No-Fault Divorce: A Step Forward for the LGBTQ Community
Immigration Bill 2015 – Illegal working
If enacted in its current form, the provisions in the Immigration Bill relating to illegal working will require ever more vigilance on the part of Sponsors and migrants to avoid falling foul of the new measures, including severe criminal sanctions.
The Bill proposes the creation of a new criminal offence of illegal working, which will affect migrants in circumstances where they are either working in the UK without permission, or continue to do so once their permission has ceased to have effect, or they are subject to a condition preventing them from undertaking the work they are doing. The offence will be punishable by imprisonment for up to 51 weeks, or by a fine, or both. A migrant convicted of the offence may also have their earnings seized.
The Bill also amends the existing offence of employing an illegal worker. Previously, an employer had to have known that the migrant did not have permission to be guilty of the offence. Under the new provisions of the Bill, the offence may now be committed by an employer who either knows or has reasonable cause to believe that a person is working without leave. The maximum penalty is also raised to five years’ imprisonment (currently two).
An immigration officer may also arrest, without a warrant, a person they have reasonable grounds for suspecting has either committed or is attempting to commit an immigration offence.
A further new provision will give powers to the Chief Immigration Officer to issue a notice to close business premises if they are reasonably satisfied that an illegal working offence is being committed. This is subject to the condition that the employer in question has either been convicted of the illegal working offence, or received a civil penalty within the past three years, or received a civil penalty at any time which has not yet been paid.
Currently the Bill is moving through all the parliamentary stages at a rapid pace and although amendments have been proposed, none have been successful. Further provisions which will restrict migrants’ access to services, including holding a bank account, driving and renting property, could lead to a dire outcome for some migrants, who may fall foul of these illegal working provisions, through no fault of their own, perhaps following an erroneous decision by the Home Office or due to the fact that the Home Office’s records are not up to date. Migrants with full working rights could find themselves dismissed from employment if the Home Office checking service records are not up to date or inaccurate, and consequently will be unable to rent, maintain a bank account or drive in the UK. As appeal rights will also be removed for all except asylum cases, migrants will not be able to remain in the UK to challenge erroneous decisions.

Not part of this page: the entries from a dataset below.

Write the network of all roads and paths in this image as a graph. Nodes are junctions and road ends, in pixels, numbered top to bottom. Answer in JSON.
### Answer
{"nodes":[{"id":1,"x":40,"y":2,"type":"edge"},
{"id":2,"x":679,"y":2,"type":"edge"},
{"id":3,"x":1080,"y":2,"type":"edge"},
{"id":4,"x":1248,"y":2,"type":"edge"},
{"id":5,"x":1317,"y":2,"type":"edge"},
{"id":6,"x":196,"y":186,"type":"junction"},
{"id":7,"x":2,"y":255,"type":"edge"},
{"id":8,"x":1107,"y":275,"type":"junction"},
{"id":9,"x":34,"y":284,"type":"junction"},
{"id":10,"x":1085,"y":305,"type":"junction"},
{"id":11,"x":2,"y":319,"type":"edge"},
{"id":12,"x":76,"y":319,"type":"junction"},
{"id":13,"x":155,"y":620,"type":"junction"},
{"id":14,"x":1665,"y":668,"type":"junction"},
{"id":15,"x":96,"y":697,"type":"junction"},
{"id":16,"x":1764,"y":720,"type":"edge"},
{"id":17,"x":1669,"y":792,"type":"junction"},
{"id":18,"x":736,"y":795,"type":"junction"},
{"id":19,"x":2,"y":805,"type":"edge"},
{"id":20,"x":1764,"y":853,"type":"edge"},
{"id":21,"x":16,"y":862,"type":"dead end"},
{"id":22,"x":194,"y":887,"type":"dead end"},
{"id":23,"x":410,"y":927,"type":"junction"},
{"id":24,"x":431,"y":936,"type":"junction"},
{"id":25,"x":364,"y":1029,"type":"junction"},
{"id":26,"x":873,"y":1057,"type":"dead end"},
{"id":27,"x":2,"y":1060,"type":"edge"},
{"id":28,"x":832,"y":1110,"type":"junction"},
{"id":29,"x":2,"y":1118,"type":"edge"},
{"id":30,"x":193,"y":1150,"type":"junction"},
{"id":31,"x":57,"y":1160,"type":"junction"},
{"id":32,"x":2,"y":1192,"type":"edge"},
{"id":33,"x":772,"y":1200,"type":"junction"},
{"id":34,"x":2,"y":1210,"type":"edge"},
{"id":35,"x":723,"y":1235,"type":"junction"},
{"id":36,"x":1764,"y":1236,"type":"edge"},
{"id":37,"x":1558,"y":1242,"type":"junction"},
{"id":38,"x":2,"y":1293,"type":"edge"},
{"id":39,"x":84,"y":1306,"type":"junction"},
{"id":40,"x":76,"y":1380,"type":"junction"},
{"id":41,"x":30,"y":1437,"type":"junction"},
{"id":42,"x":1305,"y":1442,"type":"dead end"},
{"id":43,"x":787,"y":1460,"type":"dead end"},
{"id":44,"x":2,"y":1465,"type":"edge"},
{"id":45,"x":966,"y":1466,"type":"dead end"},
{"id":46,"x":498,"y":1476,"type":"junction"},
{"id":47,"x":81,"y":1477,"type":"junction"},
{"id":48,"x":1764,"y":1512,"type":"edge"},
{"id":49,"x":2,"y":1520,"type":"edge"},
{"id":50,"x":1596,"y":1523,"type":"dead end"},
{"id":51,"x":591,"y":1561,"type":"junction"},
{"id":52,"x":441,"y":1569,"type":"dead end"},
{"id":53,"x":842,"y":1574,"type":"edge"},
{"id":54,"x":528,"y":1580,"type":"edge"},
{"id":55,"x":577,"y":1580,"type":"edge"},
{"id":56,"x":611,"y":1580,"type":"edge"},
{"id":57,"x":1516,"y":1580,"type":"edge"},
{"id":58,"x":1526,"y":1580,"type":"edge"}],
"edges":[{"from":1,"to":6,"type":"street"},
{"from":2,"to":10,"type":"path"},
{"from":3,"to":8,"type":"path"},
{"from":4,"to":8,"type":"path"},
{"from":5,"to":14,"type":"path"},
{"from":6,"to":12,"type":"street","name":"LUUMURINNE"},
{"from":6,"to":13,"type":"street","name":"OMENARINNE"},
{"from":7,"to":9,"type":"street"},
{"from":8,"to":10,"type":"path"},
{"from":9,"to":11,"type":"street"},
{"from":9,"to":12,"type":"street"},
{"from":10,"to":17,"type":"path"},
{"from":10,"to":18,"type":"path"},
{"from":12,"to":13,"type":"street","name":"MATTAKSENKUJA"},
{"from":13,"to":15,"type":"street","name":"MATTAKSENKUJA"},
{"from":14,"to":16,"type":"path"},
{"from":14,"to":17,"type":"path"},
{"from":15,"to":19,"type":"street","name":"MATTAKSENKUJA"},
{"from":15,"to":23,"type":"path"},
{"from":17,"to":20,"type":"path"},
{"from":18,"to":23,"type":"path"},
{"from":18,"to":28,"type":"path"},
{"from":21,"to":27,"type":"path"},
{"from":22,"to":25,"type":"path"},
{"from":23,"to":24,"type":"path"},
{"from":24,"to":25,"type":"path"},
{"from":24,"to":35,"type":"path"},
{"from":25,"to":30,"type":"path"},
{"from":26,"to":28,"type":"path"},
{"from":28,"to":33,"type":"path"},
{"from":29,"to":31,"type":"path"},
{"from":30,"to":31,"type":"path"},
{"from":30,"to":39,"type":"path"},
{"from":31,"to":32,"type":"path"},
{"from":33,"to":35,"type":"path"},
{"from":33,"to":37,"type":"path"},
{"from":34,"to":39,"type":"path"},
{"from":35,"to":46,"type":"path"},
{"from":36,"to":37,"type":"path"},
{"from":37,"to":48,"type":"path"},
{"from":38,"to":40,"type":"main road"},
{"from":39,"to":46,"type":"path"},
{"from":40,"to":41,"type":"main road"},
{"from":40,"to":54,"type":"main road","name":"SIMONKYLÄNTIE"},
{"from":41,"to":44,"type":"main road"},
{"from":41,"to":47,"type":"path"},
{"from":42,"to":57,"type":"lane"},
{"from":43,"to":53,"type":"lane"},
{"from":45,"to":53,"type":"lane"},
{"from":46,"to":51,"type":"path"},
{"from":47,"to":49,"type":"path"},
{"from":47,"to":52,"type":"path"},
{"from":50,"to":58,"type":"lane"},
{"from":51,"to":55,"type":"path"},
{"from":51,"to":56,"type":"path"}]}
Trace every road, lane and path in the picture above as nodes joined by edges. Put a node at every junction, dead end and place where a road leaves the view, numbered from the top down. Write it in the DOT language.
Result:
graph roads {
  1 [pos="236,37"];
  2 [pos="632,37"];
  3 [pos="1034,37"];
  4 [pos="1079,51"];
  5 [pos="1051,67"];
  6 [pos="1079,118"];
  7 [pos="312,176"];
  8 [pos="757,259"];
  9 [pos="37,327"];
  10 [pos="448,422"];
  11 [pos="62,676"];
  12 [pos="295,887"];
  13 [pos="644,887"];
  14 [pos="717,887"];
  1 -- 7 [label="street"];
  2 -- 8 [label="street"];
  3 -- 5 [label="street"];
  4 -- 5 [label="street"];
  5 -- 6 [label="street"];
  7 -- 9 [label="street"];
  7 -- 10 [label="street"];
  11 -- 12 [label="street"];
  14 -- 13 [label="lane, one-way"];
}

Immigration Bill – Immigration skills charge
The Immigration Bill also includes provision for the Home Office to levy an Immigration Skills Charge against employers of sponsored migrants. Although the Migration Advisory Committee (MAC) included this in its Tier 2 Review consultation in July this year, and the outcome of this consultation is still awaited, it seems inevitable that the government will introduce some form of skills charge in 2016. As to the level of the charge and which criteria will be set for any exemptions, watch this space!
The Department for Business Immigration and Skills has also consulted on a proposal to introduce an Apprenticeship Levy, to be applied to companies across the board from 2017. This consultation closed on 2 October 2015 and depending on the outcome of this, it would make sense for the government to consider the impact on businesses of any apprenticeship levy, before making a decision on the skills charge.
Right to rent checks
Right to rent checks affecting landlords in the private rented sector will also be rolled out across the whole of England with effect from February 2016. Click here for our blog.
Tier 2 changes
Following the conclusion of the Tier 2 Review consultation conducted by the MAC in the summer of 2015, the MAC’s recommendations are expected later in December. As well as the widely anticipated introduction of the skills charge, it seems likely that some changes to the Tier 2 Intra-Company Transfer route will be recommended. As the consultation devoted a large section to the IT sector, and third party outsourcing contracts in particular, and given the fact that the ICT short-term route is used widely by this sector, this route could well be subject to further restrictions and an increase in the minimum salary thresholds. Again, watch this space!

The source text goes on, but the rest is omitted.